▶ **Extracted material**:
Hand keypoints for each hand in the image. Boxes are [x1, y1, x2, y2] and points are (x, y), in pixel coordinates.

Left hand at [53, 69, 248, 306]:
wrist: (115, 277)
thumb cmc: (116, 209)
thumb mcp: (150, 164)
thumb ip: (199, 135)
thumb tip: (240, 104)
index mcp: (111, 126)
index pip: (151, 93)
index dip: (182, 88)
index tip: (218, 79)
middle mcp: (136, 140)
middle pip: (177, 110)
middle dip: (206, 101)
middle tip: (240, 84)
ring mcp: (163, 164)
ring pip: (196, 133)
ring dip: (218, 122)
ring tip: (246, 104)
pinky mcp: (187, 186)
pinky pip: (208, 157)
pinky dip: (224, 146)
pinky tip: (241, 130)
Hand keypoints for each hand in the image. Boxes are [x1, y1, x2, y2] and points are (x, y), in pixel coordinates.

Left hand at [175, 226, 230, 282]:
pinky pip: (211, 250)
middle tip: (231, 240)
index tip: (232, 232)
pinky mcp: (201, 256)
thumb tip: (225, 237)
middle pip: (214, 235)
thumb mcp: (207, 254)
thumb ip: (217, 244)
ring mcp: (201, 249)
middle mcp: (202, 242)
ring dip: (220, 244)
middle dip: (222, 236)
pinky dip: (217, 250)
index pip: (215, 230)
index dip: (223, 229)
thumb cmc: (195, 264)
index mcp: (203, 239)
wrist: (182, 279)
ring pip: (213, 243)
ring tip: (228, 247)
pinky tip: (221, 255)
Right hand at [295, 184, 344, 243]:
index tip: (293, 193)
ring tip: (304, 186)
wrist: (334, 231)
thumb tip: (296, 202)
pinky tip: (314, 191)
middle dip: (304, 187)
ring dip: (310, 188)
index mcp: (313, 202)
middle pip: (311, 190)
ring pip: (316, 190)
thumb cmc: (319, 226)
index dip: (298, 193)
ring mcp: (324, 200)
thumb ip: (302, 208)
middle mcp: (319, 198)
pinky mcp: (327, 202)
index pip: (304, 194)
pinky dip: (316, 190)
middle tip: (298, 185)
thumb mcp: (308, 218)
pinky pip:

▶ **Action item**: Transcribe nothing except the lines from the one with "index tip: (232, 232)" through the end of the data above, each exactly as it appears.

▶ **Output for this task**:
index tip: (232, 232)
pinky mcp: (201, 256)
thumb tip: (225, 237)
middle pip: (214, 235)
thumb mcp: (207, 254)
thumb ip: (217, 244)
ring mcp: (201, 249)
middle mcp: (202, 242)
ring dip: (220, 244)
middle dip: (222, 236)
pinky dip: (217, 250)
index pip: (215, 230)
index dip: (223, 229)
thumb cmc: (195, 264)
index mcp: (203, 239)
wrist: (182, 279)
ring pip: (213, 243)
ring tip: (228, 247)
pinky tip: (221, 255)
Right hand at [295, 184, 344, 243]:
index tip: (293, 193)
ring tip: (304, 186)
wrist: (334, 231)
thumb tip: (296, 202)
pinky tip: (314, 191)
middle dip: (304, 187)
ring dip: (310, 188)
index mcp: (313, 202)
middle pip: (311, 190)
ring pip: (316, 190)
thumb cmc: (319, 226)
index dip: (298, 193)
ring mcp: (324, 200)
thumb ip: (302, 208)
middle mcp: (319, 198)
pinky mcp: (327, 202)
index pip: (304, 194)
pinky dip: (316, 190)
middle tip: (298, 185)
thumb mcp: (308, 218)
pinky pip:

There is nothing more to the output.